The most common congenital anomalies are isolated birth defects, such as heart defects, neural tube defects, and facial clefts. These traits are determined by multiple genes and environmental factors rather than by single genes. Because there is a genetic component, they often recur more commonly within a family. However, because they are not caused by a single gene variant but rather a complex interplay of genetic and environmental factors, prenatal diagnostic genetic testing is not available using specific DNA methods; rather diagnosis is usually made by ultrasound or other imaging. In some cases, an apparently isolated structural anomaly is associated with a cytogenetic abnormality or CNV, therefore karyotyping and/or chromosomal microarray analysis is recommended when one or more structural abnormalities is identified by ultrasound (see Chapter 12 ).

Although most genes are encoded in the nuclear genome, the mitochondria each contain their own genome. Variants can also occur in the mitochondrial DNA, and a number of mitochondrial diseases are due to these disorders. Mitochondria are essential for aerobic respiration, and mitochondrial diseases commonly affect tissues with high-energy requirements, such as the central nervous system, heart, and muscle. Mitochondria are all maternally inherited, and prenatal diagnosis for mitochondrial diseases can be complex and clinical outcomes are difficult to predict, due to variation in the number of abnormal mitochondria and the association with predicted phenotype (see Chapter 2 ).
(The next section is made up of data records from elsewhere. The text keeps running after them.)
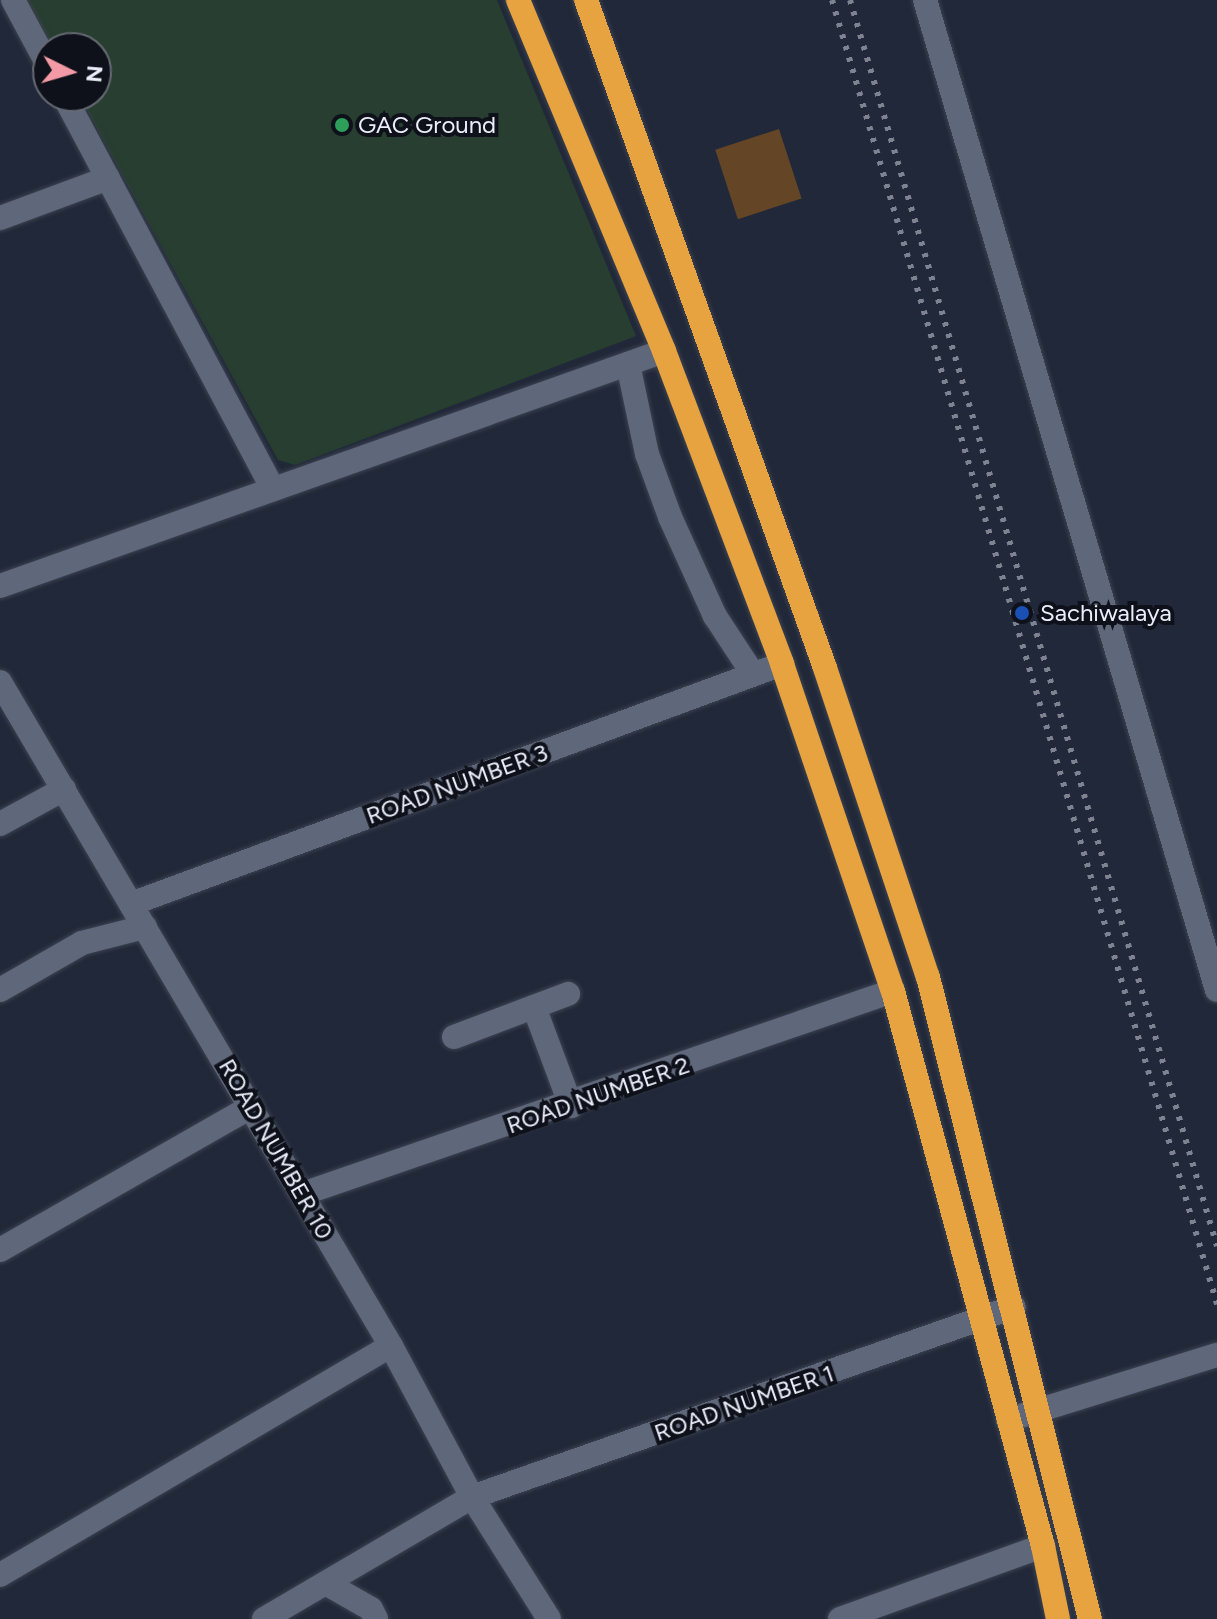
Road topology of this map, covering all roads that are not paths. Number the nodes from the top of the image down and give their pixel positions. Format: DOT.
graph roads {
  1 [pos="13,0"];
  2 [pos="518,0"];
  3 [pos="538,0"];
  4 [pos="925,0"];
  5 [pos="584,5"];
  6 [pos="32,35"];
  7 [pos="534,37"];
  8 [pos="73,112"];
  9 [pos="108,178"];
  10 [pos="0,218"];
  11 [pos="664,351"];
  12 [pos="628,364"];
  13 [pos="273,489"];
  14 [pos="0,586"];
  15 [pos="782,664"];
  16 [pos="753,674"];
  17 [pos="0,682"];
  18 [pos="64,789"];
  19 [pos="0,824"];
  20 [pos="131,904"];
  21 [pos="145,927"];
  22 [pos="0,990"];
  23 [pos="1217,990"];
  24 [pos="893,991"];
  25 [pos="568,994"];
  26 [pos="534,1007"];
  27 [pos="454,1037"];
  28 [pos="571,1106"];
  29 [pos="251,1107"];
  30 [pos="302,1194"];
  31 [pos="0,1250"];
  32 [pos="1014,1307"];
  33 [pos="980,1319"];
  34 [pos="391,1346"];
  35 [pos="1217,1355"];
  36 [pos="1041,1411"];
  37 [pos="1008,1420"];
  38 [pos="472,1497"];
  39 [pos="1043,1546"];
  40 [pos="0,1575"];
  41 [pos="329,1585"];
  42 [pos="264,1619"];
  43 [pos="376,1619"];
  44 [pos="549,1619"];
  45 [pos="840,1619"];
  46 [pos="1058,1619"];
  47 [pos="1090,1619"];
  1 -- 6 [label="street"];
  2 -- 7 [label="highway"];
  3 -- 7 [label="highway"];
  4 -- 23 [label="street"];
  5 -- 32 [label="highway"];
  7 -- 11 [label="highway"];
  8 -- 9 [label="street"];
  9 -- 10 [label="street"];
  9 -- 13 [label="street"];
  11 -- 12 [label="street"];
  11 -- 15 [label="highway"];
  12 -- 13 [label="street"];
  12 -- 16 [label="street"];
  13 -- 14 [label="street"];
  15 -- 16 [label="street, ROAD NUMBER 3"];
  15 -- 24 [label="highway"];
  16 -- 20 [label="street, ROAD NUMBER 3"];
  17 -- 18 [label="street, ROAD NUMBER 10"];
  18 -- 19 [label="street"];
  18 -- 20 [label="street, ROAD NUMBER 10"];
  20 -- 21 [label="street, ROAD NUMBER 10"];
  21 -- 22 [label="street"];
  21 -- 29 [label="street, ROAD NUMBER 10"];
  24 -- 28 [label="street, ROAD NUMBER 2"];
  24 -- 33 [label="highway"];
  25 -- 26 [label="street"];
  26 -- 27 [label="street"];
  26 -- 28 [label="street"];
  28 -- 30 [label="street, ROAD NUMBER 2"];
  29 -- 30 [label="street, ROAD NUMBER 10"];
  29 -- 31 [label="street"];
  30 -- 34 [label="street, ROAD NUMBER 10"];
  32 -- 33 [label="street, ROAD NUMBER 1"];
  32 -- 36 [label="highway"];
  33 -- 37 [label="highway"];
  33 -- 38 [label="street, ROAD NUMBER 1"];
  34 -- 38 [label="street, ROAD NUMBER 10"];
  34 -- 40 [label="street"];
  35 -- 36 [label="street"];
  36 -- 37 [label="street"];
  36 -- 47 [label="highway"];
  37 -- 39 [label="highway"];
  38 -- 41 [label="street, ROAD NUMBER 1"];
  38 -- 44 [label="street, ROAD NUMBER 10"];
  39 -- 45 [label="street"];
  39 -- 46 [label="highway"];
  41 -- 42 [label="street, ROAD NUMBER 1"];
  41 -- 43 [label="street"];
}
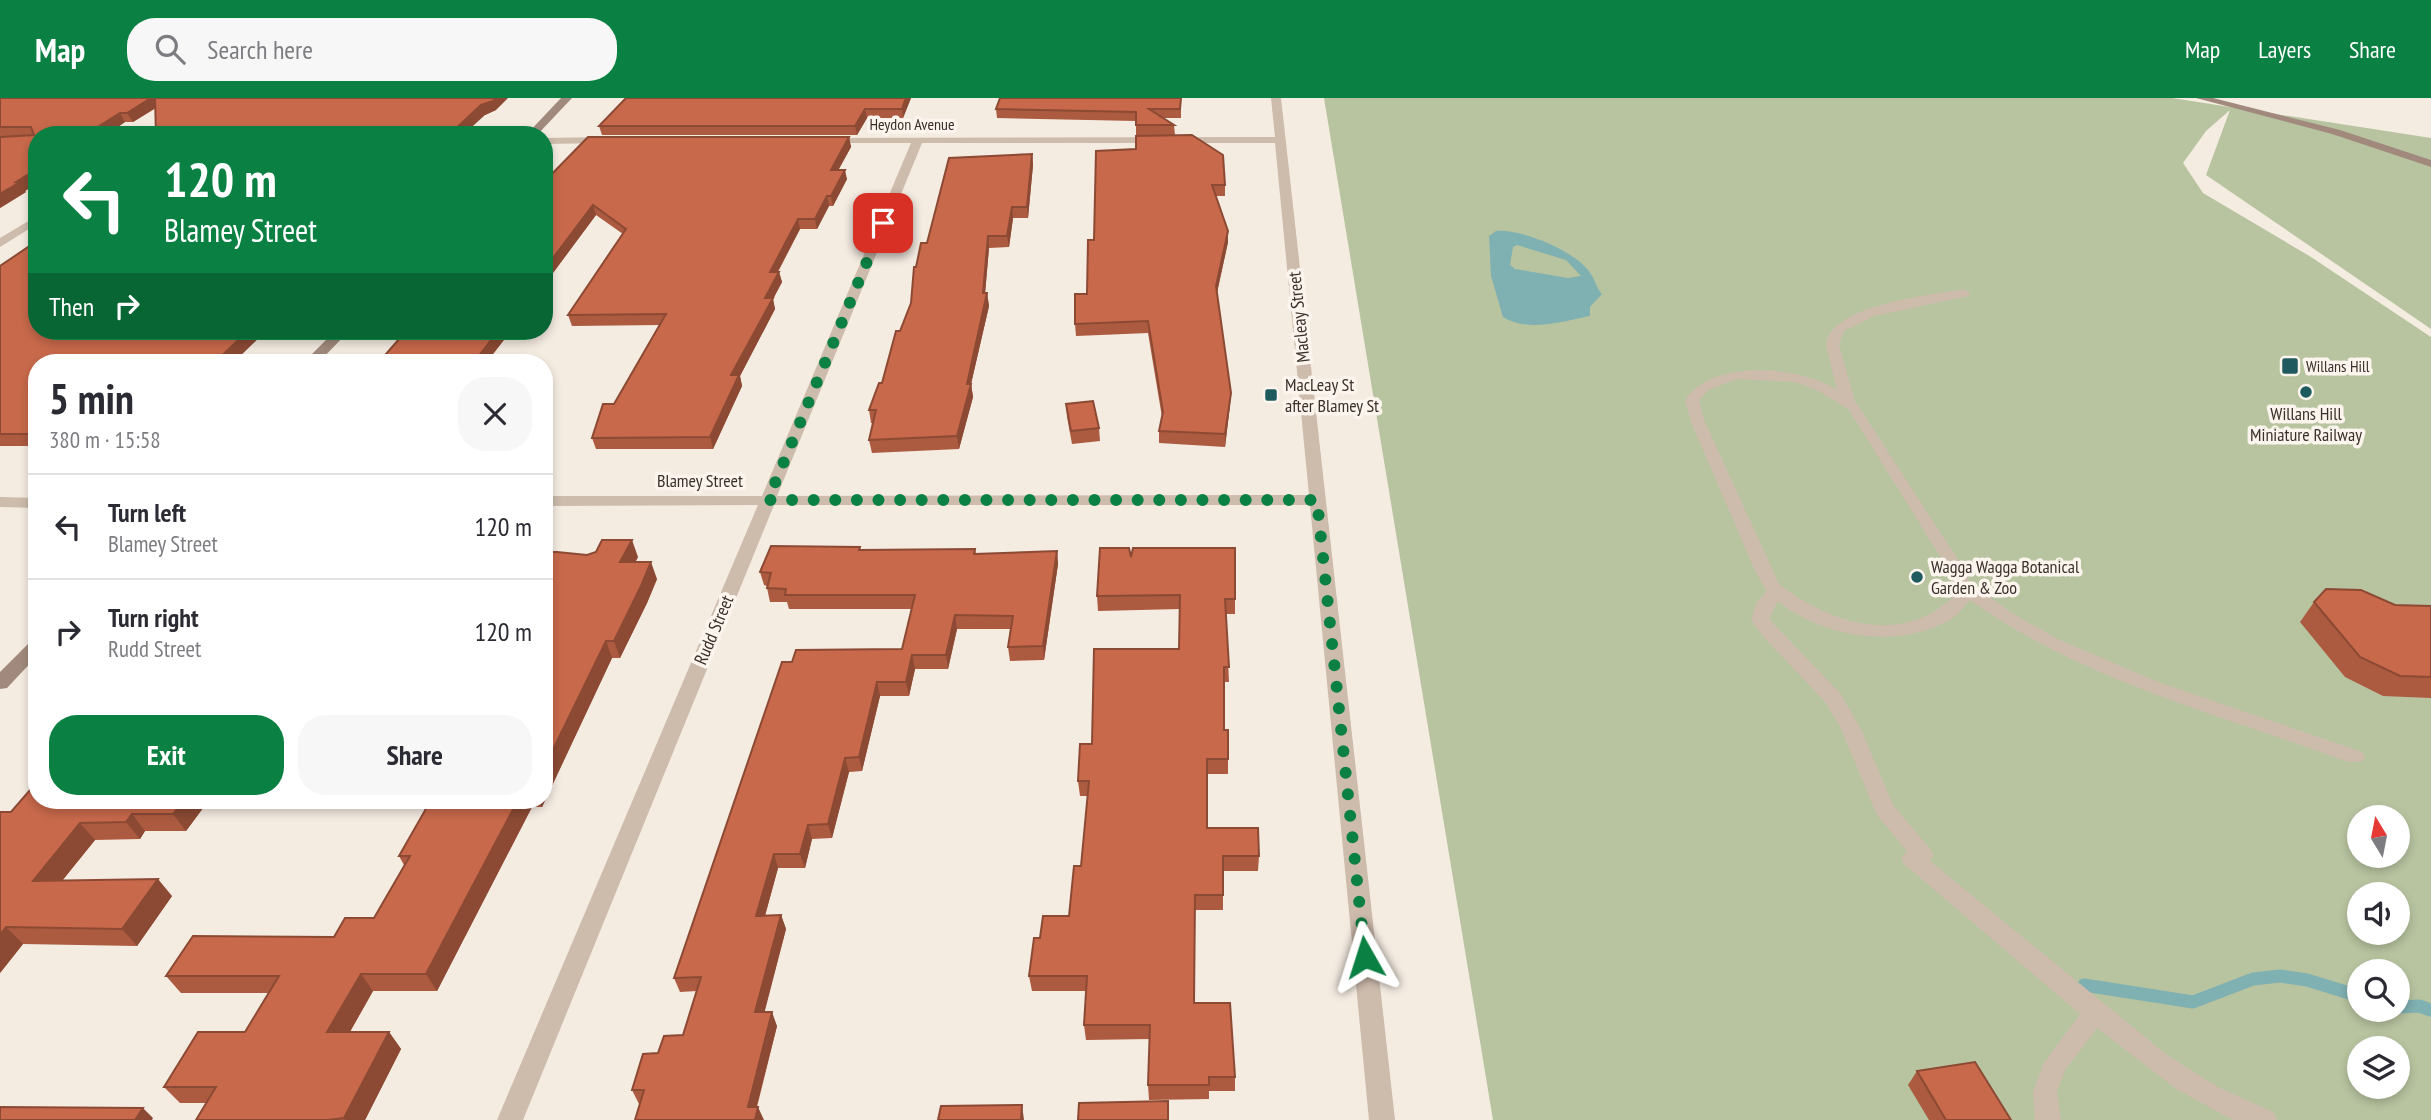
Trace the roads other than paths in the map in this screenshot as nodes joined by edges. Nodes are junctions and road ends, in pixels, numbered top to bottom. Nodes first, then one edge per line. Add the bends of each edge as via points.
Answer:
1 (567, 98) edge
2 (1276, 98) edge
3 (2201, 98) edge
4 (540, 126) edge
5 (918, 139) junction
6 (810, 140) edge
7 (1280, 140) junction
8 (553, 141) edge
9 (621, 141) edge
10 (2431, 164) edge
11 (28, 225) edge
12 (0, 243) edge
13 (1964, 293) dead end
14 (333, 340) edge
15 (319, 354) edge
16 (1848, 402) junction
17 (768, 500) junction
18 (1317, 500) junction
19 (553, 501) edge
20 (0, 502) edge
21 (28, 502) edge
22 (1963, 586) junction
23 (1777, 591) junction
24 (28, 654) edge
25 (0, 683) edge
26 (2355, 757) dead end
27 (2095, 1012) junction
28 (2231, 1113) edge
29 (510, 1120) edge
30 (1382, 1120) edge
31 (2048, 1120) edge
32 (2264, 1120) edge

1 - 4 street
2 - 7 street, Macleay Street
3 - 10 street via 2336,132
5 - 6 street, Heydon Avenue
5 - 7 street, Heydon Avenue
5 - 17 street, Rudd Street
7 - 18 street, Macleay Street
8 - 9 street
11 - 12 street
13 - 16 street via 1872,312 1842,324 1833,347
14 - 15 street
16 - 22 street
16 - 23 street via 1797,379 1751,374 1712,382 1692,400 1733,503
17 - 18 street, Blamey Street
17 - 19 street, Blamey Street
17 - 29 street, Rudd Street
18 - 30 street, Macleay Street
20 - 21 street
22 - 23 street via 1965,595 1960,603 1940,621 1893,632 1835,621
22 - 26 street via 2019,625 2111,671
23 - 27 street via 1766,602 1760,619 1833,698 1884,809 1918,857
24 - 25 street
27 - 28 street
27 - 31 street via 2055,1064 2045,1092
28 - 32 street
How Is Prenatal Diagnostic Testing Performed?

Prenatal diagnostic testing refers to genetic testing done on fetal tissue obtained most commonly by amniocentesis or CVS. Less commonly, fetal blood is obtained through percutaneous umbilical blood sampling. Testing of early embryos can also be done in conjunction with in vitro fertilization in a procedure known as preimplantation genetic testing (PGT) (see Chapter 15 ). Finally, fetal cell-free DNA (cfDNA) or potentially nucleated fetal cells can be obtained from the maternal circulation and tested for genetic disorders. However, such techniques at present are considered screening methods and are discussed elsewhere in this book (see Chapter 9 ).

Cytogenetic or karyotype analysis requires viable cells that can be cultured; such cells can be obtained by CVS, amniocentesis, or fetal blood sampling. DNA for molecular testing (including chromosomal microarray analysis) can be obtained from any cell with a nucleus, regardless of viability, including blood lymphocytes, skin, hair, cheek cells or saliva, and paraffin tissue blocks. Cultured amniocytes, chorionic villi, and fetal blood are tissues that can be used for prenatal DNA testing of the fetus; if adequate tissue is obtained, DNA can be extracted without the need for culture. Other fetal tissue biopsy, such as biopsy of fetal skin, muscle, or liver, was done in the past for direct measurement of fetal enzyme activity or other physiologic parameters. Such biopsies have been largely replaced by molecular DNA methods that can directly detect the underlying genetic basis of many congenital disorders (see Table 14.1 ).

Amniocentesis

Genetic amniocentesis is usually performed between 15 and 20 weeks of gestation. Typically, a 22-gauge spinal needle is inserted into the amniotic sac under ultrasound guidance, and approximately 20 mL of amniotic fluid is withdrawn. It is common to avoid penetrating the placenta to decrease the chance of causing bleeding into the amniotic fluid, which can lead to difficulty in culturing cells and can also lead to false-positive amniotic fluid alpha-fetoprotein measurement. In addition, placental penetration can potentially lead to alloimmunization if there is maternal-fetal red cell incompatibility. However, transplacental amniocentesis does not appear to be associated with an increased risk of pregnancy loss.